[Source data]
○ ○ ○ ○ ○
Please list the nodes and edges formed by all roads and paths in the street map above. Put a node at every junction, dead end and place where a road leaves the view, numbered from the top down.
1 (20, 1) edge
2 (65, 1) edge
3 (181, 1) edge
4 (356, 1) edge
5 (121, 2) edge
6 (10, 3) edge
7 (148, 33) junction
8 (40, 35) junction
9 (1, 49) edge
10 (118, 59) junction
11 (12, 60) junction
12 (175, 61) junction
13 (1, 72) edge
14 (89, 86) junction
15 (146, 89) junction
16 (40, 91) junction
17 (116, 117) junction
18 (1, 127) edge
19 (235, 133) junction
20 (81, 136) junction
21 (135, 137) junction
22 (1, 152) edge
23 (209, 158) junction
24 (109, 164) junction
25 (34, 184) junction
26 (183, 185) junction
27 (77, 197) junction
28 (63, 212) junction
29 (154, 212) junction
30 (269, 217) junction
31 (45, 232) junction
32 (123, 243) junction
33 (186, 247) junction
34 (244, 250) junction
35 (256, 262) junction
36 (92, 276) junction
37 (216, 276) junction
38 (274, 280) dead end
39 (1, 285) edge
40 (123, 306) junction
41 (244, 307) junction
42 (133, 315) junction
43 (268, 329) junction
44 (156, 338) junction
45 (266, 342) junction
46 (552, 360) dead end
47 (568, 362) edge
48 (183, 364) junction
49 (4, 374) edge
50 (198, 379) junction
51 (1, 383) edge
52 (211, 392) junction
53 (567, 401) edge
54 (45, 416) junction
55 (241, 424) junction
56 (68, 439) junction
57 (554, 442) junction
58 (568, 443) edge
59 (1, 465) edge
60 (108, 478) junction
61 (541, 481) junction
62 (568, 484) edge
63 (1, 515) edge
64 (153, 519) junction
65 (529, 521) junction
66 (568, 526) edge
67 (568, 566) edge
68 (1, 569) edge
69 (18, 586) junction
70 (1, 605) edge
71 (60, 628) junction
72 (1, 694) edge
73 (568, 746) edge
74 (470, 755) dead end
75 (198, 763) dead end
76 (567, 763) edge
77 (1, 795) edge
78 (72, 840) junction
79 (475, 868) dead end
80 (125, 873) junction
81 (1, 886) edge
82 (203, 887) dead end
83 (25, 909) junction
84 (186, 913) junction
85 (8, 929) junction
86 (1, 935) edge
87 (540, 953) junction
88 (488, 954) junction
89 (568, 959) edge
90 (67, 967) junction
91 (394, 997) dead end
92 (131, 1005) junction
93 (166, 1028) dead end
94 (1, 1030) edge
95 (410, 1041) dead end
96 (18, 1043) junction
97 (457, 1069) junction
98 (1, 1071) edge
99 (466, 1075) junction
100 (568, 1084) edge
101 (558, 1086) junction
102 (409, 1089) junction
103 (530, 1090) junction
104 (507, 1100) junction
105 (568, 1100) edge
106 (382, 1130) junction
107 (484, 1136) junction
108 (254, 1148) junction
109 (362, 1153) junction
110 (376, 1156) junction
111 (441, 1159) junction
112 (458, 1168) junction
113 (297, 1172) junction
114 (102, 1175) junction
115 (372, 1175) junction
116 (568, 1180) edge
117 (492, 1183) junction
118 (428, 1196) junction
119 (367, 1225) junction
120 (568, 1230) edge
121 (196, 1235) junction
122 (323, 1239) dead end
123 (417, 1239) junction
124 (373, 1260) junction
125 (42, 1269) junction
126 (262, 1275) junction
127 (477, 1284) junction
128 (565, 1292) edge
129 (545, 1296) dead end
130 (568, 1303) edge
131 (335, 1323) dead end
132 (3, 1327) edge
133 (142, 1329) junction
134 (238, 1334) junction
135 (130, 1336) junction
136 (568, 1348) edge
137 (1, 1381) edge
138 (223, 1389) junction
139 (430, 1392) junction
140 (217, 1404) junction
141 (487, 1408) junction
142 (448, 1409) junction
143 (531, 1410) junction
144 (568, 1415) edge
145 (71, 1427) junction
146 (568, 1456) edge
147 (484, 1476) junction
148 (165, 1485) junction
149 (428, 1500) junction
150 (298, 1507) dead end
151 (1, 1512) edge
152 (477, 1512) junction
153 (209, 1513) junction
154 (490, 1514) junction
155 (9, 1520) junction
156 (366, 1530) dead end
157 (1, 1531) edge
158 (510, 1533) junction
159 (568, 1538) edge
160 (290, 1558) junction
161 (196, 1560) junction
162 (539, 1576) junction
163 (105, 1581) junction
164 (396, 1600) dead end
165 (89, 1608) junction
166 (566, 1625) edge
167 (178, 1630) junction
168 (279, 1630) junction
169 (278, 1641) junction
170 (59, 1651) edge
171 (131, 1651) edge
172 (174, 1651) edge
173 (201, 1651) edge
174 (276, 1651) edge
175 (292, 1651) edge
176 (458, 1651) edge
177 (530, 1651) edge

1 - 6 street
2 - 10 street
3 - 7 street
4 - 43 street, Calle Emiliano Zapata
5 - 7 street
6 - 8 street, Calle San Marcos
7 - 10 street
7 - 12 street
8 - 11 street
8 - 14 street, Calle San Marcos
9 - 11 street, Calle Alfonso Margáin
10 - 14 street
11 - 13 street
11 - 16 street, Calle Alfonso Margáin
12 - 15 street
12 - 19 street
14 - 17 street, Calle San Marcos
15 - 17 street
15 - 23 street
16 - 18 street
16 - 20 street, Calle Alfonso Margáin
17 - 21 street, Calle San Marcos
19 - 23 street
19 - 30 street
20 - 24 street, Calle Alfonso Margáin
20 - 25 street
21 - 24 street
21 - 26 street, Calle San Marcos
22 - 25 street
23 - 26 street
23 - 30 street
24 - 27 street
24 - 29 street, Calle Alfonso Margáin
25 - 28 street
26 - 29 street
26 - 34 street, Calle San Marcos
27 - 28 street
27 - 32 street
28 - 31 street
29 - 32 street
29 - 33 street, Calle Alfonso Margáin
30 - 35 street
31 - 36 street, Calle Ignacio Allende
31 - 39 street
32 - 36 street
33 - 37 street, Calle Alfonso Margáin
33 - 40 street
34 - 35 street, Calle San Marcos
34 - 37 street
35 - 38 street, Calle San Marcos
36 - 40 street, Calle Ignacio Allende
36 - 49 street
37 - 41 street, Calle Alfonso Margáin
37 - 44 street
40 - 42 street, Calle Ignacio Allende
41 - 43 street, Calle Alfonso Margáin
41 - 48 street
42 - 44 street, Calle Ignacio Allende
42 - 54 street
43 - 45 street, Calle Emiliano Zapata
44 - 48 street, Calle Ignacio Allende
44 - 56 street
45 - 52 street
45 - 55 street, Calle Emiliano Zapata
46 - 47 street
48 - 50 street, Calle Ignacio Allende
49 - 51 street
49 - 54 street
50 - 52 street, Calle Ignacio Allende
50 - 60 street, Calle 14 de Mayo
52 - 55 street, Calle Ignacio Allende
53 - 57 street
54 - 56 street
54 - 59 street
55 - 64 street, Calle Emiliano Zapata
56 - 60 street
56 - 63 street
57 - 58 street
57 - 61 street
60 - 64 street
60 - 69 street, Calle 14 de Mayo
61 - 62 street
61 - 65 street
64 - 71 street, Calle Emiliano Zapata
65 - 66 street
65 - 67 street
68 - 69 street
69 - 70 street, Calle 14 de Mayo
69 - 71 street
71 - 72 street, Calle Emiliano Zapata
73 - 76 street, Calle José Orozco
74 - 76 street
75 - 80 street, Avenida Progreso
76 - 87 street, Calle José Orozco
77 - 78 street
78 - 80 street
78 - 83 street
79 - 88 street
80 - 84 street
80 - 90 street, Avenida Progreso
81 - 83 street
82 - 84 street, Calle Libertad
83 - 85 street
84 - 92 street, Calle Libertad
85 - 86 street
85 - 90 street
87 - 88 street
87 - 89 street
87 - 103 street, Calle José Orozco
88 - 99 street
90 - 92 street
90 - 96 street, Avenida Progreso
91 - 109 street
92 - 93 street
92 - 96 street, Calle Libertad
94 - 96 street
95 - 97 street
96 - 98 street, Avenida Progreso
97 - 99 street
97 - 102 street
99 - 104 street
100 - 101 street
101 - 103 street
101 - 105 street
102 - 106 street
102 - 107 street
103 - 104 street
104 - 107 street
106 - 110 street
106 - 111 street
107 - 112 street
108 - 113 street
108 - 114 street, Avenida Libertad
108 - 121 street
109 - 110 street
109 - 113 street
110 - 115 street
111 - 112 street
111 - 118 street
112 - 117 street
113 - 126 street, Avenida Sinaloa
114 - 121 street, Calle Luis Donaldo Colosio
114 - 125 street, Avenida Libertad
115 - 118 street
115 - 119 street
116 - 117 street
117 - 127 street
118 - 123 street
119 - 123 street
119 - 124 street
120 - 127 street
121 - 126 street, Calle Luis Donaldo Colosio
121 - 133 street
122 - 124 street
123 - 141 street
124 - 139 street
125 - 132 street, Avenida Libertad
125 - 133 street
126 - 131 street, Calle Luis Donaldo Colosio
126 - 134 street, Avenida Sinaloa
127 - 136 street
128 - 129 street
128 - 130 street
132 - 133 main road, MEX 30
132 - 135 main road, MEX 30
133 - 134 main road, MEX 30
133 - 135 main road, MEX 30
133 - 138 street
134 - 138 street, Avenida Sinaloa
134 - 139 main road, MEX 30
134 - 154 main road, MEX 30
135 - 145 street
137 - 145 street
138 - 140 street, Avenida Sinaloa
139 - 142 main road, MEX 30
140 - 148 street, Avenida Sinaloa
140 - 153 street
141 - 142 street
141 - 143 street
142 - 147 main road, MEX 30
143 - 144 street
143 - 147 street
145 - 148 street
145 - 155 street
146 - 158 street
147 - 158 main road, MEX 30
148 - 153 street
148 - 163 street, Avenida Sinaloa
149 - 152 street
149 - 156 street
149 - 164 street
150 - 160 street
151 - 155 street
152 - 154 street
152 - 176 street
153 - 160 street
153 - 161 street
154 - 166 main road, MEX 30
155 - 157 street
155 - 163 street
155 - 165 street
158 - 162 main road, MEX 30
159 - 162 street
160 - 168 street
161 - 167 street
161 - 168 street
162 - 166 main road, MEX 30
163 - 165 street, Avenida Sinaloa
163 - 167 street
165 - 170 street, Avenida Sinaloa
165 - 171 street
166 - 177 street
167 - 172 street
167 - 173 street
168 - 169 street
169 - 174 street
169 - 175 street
○ ○ ○ ○ ○
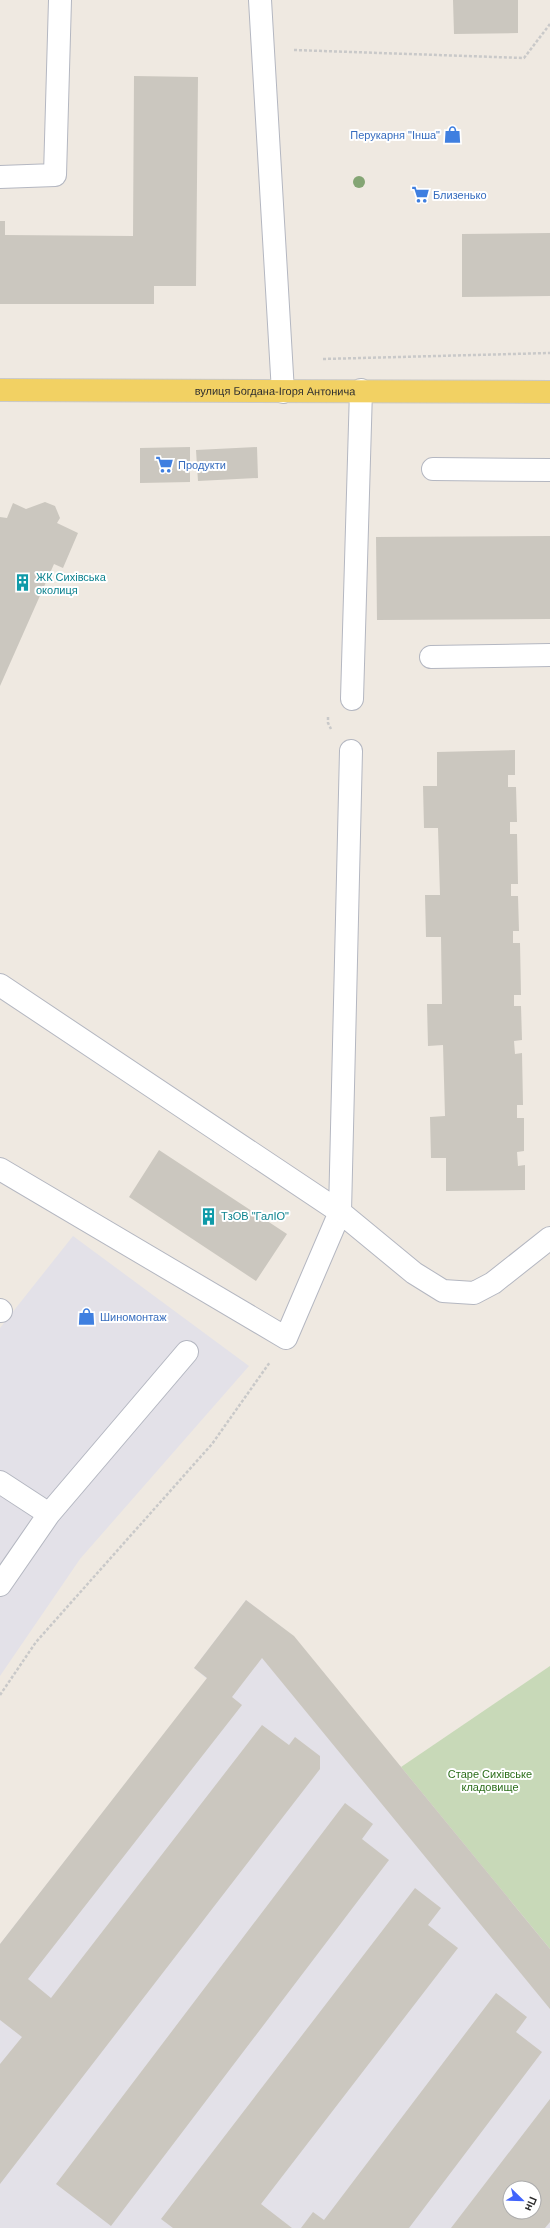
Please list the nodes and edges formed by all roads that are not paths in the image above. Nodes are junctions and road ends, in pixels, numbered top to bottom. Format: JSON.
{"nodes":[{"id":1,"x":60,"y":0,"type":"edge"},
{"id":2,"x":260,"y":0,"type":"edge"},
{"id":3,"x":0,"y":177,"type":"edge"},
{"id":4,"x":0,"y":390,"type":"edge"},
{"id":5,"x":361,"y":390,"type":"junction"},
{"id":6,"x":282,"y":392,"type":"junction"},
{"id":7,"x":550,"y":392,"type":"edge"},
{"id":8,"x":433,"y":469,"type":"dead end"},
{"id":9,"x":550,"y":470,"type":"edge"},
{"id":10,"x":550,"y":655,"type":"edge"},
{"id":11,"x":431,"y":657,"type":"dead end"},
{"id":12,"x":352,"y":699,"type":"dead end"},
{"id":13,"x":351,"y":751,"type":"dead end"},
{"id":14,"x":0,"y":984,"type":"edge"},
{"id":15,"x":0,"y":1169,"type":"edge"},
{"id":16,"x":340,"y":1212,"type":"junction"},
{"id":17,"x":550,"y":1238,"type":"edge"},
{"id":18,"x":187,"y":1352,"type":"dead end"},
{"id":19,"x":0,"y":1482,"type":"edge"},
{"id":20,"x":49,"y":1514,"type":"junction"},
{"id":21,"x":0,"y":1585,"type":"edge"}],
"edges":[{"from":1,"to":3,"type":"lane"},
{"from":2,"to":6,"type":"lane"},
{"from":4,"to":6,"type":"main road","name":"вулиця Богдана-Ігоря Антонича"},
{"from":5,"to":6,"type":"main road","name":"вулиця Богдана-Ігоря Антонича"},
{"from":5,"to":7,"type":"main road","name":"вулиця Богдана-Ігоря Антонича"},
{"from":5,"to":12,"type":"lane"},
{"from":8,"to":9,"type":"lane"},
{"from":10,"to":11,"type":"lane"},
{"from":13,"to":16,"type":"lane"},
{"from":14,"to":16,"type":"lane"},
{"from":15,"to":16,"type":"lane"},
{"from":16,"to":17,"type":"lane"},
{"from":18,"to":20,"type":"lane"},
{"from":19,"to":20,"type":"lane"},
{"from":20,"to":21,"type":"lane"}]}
○ ○ ○ ○ ○
= Exercise =
Show each line in the data where the string "Zapata" appears.

= Response for this exercise =
4 - 43 street, Calle Emiliano Zapata
43 - 45 street, Calle Emiliano Zapata
45 - 55 street, Calle Emiliano Zapata
55 - 64 street, Calle Emiliano Zapata
64 - 71 street, Calle Emiliano Zapata
71 - 72 street, Calle Emiliano Zapata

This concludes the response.